Colorado hospitals stand to lose more than $500 million in the budget currently under consideration by the Colorado General Assembly. That hit could be eliminated if the legislature would move something called the hospital provider fee into an enterprise fund, but many Republicans have seen that effort as an end-run around TABOR.
Now here comes the Colorado Hospital Association, which very much supports the enterprise fund idea, with a survey from the Tarrance Group, a Republican polling firm, that finds support among Colorado voters, including Republicans, for changing the classification of the hospital provider fee.

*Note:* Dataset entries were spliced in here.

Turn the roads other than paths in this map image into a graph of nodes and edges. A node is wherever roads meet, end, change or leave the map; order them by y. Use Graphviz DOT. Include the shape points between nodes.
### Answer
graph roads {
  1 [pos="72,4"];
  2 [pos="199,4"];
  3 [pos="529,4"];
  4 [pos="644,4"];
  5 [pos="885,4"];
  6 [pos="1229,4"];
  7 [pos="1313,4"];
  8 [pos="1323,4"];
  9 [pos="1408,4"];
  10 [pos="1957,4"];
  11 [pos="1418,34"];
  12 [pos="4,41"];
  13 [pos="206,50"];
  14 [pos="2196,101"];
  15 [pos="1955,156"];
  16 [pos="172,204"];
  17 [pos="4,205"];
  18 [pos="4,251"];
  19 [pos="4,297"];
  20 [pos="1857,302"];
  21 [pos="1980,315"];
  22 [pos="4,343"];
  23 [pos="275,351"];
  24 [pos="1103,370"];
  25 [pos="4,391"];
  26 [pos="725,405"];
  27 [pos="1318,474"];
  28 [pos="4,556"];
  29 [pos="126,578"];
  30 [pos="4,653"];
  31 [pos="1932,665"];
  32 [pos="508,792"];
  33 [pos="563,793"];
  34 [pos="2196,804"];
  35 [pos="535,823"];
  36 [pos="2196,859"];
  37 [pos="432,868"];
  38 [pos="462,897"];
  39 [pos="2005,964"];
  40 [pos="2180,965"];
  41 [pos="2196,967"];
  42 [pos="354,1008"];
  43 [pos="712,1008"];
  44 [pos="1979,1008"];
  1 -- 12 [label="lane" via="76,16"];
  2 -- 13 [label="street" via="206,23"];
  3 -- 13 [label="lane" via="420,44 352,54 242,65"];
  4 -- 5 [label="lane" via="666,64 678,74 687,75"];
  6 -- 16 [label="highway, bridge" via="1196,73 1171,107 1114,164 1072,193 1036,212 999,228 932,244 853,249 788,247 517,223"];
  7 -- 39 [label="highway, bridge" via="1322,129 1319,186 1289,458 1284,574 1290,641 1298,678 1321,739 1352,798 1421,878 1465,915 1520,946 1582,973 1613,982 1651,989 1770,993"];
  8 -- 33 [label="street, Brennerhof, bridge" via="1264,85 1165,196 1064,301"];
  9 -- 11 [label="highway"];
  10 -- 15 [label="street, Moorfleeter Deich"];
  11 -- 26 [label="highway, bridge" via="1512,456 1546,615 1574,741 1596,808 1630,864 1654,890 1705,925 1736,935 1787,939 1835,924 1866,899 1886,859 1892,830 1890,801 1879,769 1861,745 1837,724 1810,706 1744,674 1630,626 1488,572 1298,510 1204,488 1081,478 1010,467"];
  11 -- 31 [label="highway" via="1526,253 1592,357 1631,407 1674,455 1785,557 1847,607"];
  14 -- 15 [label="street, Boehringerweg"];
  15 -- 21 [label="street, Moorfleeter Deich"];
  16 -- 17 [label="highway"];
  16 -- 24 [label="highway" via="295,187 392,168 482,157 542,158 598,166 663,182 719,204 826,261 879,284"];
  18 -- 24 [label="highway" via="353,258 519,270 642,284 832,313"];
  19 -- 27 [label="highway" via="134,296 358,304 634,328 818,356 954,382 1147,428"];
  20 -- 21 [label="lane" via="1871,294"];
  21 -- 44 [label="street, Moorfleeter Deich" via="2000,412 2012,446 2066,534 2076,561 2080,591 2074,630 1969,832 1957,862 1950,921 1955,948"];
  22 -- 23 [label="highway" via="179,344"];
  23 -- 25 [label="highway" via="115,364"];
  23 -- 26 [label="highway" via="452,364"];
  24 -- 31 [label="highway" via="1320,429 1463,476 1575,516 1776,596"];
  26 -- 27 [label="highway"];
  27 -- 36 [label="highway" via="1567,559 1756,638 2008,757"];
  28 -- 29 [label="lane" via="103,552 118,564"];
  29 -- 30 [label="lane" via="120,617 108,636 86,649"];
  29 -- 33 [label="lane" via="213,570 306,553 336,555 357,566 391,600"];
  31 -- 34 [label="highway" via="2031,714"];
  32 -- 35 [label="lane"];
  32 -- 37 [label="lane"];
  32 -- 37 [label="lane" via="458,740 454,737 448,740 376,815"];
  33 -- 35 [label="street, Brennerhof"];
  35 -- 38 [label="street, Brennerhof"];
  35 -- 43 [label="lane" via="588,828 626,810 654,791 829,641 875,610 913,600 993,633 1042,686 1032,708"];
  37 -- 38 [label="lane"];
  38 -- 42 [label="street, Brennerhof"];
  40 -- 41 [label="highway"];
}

The hospital provider fee is collected on patient revenue from hospitals and is matched by federal dollars before it's returned to hospitals. It's meant to increase reimbursement for Medicaid patients and pay for the care of people who don't have insurance.
For the last two years, the fee has contributed to putting Colorado's budget over the revenue cap created by the Taxpayer's Bill of Rights. To avoid hitting that cap and cutting other programs, the state has reduced the amount of money it collects from hospitals, left federal matching dollars on the table and reduced the amount of money it sends back to hospitals. Rural hospitals are particularly affected by this trade-off.
This year's budget, which passed the Colorado Senate last week and will be taken up by the House this week, reduces the fee by $264 million. With federal matching dollars, that's a total loss of $528 million to hospitals.
If the hospital provider fee were made an enterprise fund, a kind of stand-alone business operation, its revenues wouldn't count toward the TABOR limit. That would insulate the fee from the budget battle not just this year but in perpetuity.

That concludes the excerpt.